Neuverteilung von Macht

VUCA und Digitalisierung – was bedeutet das für Organisationen?

| Autor: Sarah Gandorfer

In einer VUCA-Umgebung geht es darum, Zukunft vorauszudenken und rechtzeitig mit entsprechenden Lösungen das Unternehmen zu stärken.
In einer VUCA-Umgebung geht es darum, Zukunft vorauszudenken und rechtzeitig mit entsprechenden Lösungen das Unternehmen zu stärken. (Bild: gemeinfrei / Unsplash)

VUCA steht als Akronym für Volatility (Volatilität), Uncertainty (Unsicherheit), Complexity (Komplexität) und Ambiguity (Mehrdeutigkeit) und beschreibt dabei beispielsweise die sich ändernde Geschäftsdynamik bei der Digitalisierung. Diese gilt oft als Ausweg, wird aber zum Bumerang, wenn sie rein technisch gesehen wird.

Wer in den vergangenen Monaten Konferenzen, Messen und Presseveröffentlichungen jeglicher Couleur aufmerksam verfolgt hat, dem wurde klar: In allen Branchen findet ein Umbruch statt.

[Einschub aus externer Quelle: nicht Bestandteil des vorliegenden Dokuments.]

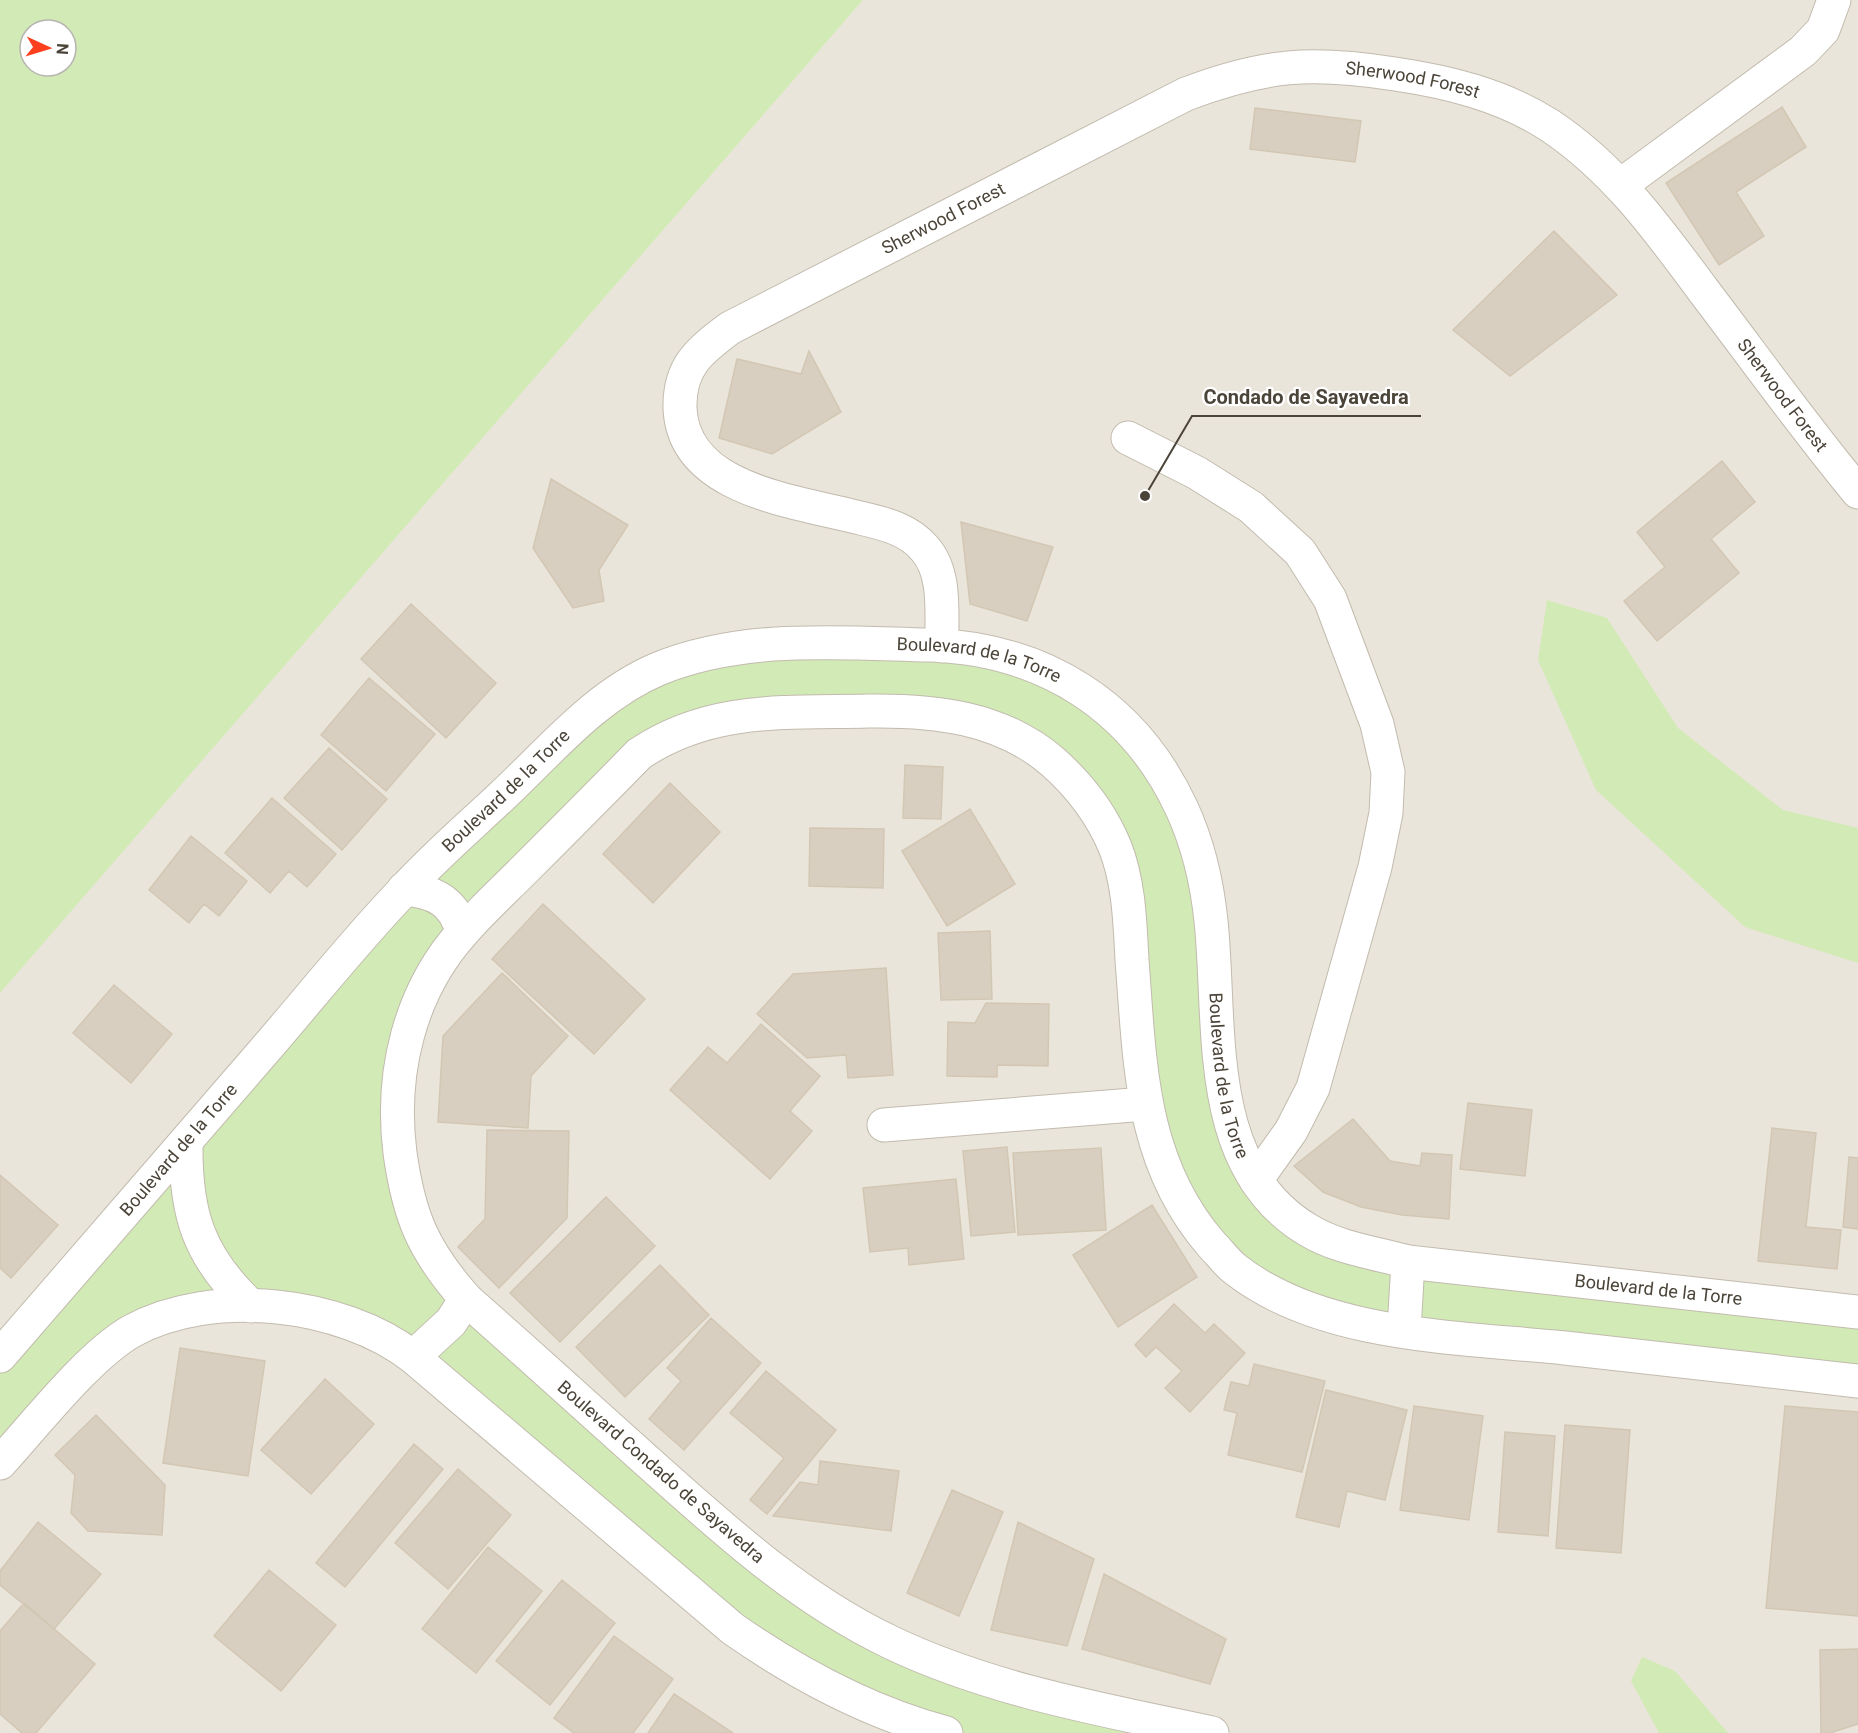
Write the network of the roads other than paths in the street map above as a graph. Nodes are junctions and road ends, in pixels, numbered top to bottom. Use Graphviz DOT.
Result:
graph roads {
  1 [pos="1834,0"];
  2 [pos="1621,185"];
  3 [pos="1128,438"];
  4 [pos="1858,492"];
  5 [pos="942,646"];
  6 [pos="404,889"];
  7 [pos="462,932"];
  8 [pos="1145,1104"];
  9 [pos="884,1125"];
  10 [pos="186,1142"];
  11 [pos="1256,1180"];
  12 [pos="1408,1263"];
  13 [pos="466,1299"];
  14 [pos="251,1306"];
  15 [pos="1858,1312"];
  16 [pos="1404,1330"];
  17 [pos="0,1356"];
  18 [pos="413,1357"];
  19 [pos="1858,1381"];
  20 [pos="0,1462"];
  21 [pos="946,1733"];
  22 [pos="1212,1733"];
  1 -- 2 [label="street"];
  2 -- 4 [label="street, Sherwood Forest"];
  2 -- 5 [label="street, Sherwood Forest"];
  3 -- 11 [label="street"];
  5 -- 6 [label="street, Boulevard de la Torre"];
  5 -- 11 [label="street, Boulevard de la Torre"];
  6 -- 7 [label="street"];
  6 -- 10 [label="street, Boulevard de la Torre"];
  7 -- 8 [label="street"];
  7 -- 13 [label="street"];
  8 -- 9 [label="street"];
  8 -- 16 [label="street"];
  10 -- 14 [label="street"];
  10 -- 17 [label="street, Boulevard de la Torre"];
  11 -- 12 [label="street, Boulevard de la Torre"];
  12 -- 15 [label="street, Boulevard de la Torre"];
  12 -- 16 [label="street"];
  13 -- 18 [label="street"];
  13 -- 22 [label="street, Boulevard Condado de Sayavedra"];
  14 -- 18 [label="street"];
  14 -- 20 [label="street"];
  16 -- 19 [label="street"];
  18 -- 21 [label="street"];
}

Die Ausbreitung der Künstlichen Intelligenz, der Einsatz von Blockchains in der Versorgungskette oder der Fertigung, die Verwendung von Bots zur Kundenkommunikation oder auch innovative Ansätze im Gesundheitswesen: Alles ist im Fluss.

Diese Neuerungen wirken aber auf Geschäftsmodelle und Prozesse zurück. Die Unternehmen müssen sich auf den Umgang mit einer weitaus komplexeren und dynamischeren Umwelt als noch vor Jahrzehnten einstellen und sich verändern, sonst laufen sie Gefahr, ihre Präsenz am Markt zu verlieren. Aber wie handeln? Die Schnelligkeit des Wandels nimmt rapide zu, Gewissheiten verschwinden. Derzeit ist nur ein „Fahren auf Sicht“ möglich und schnelle Reaktionen auf Veränderungen sind unumgänglich. All das erzeugt eine Unsicherheit, die lähmen kann.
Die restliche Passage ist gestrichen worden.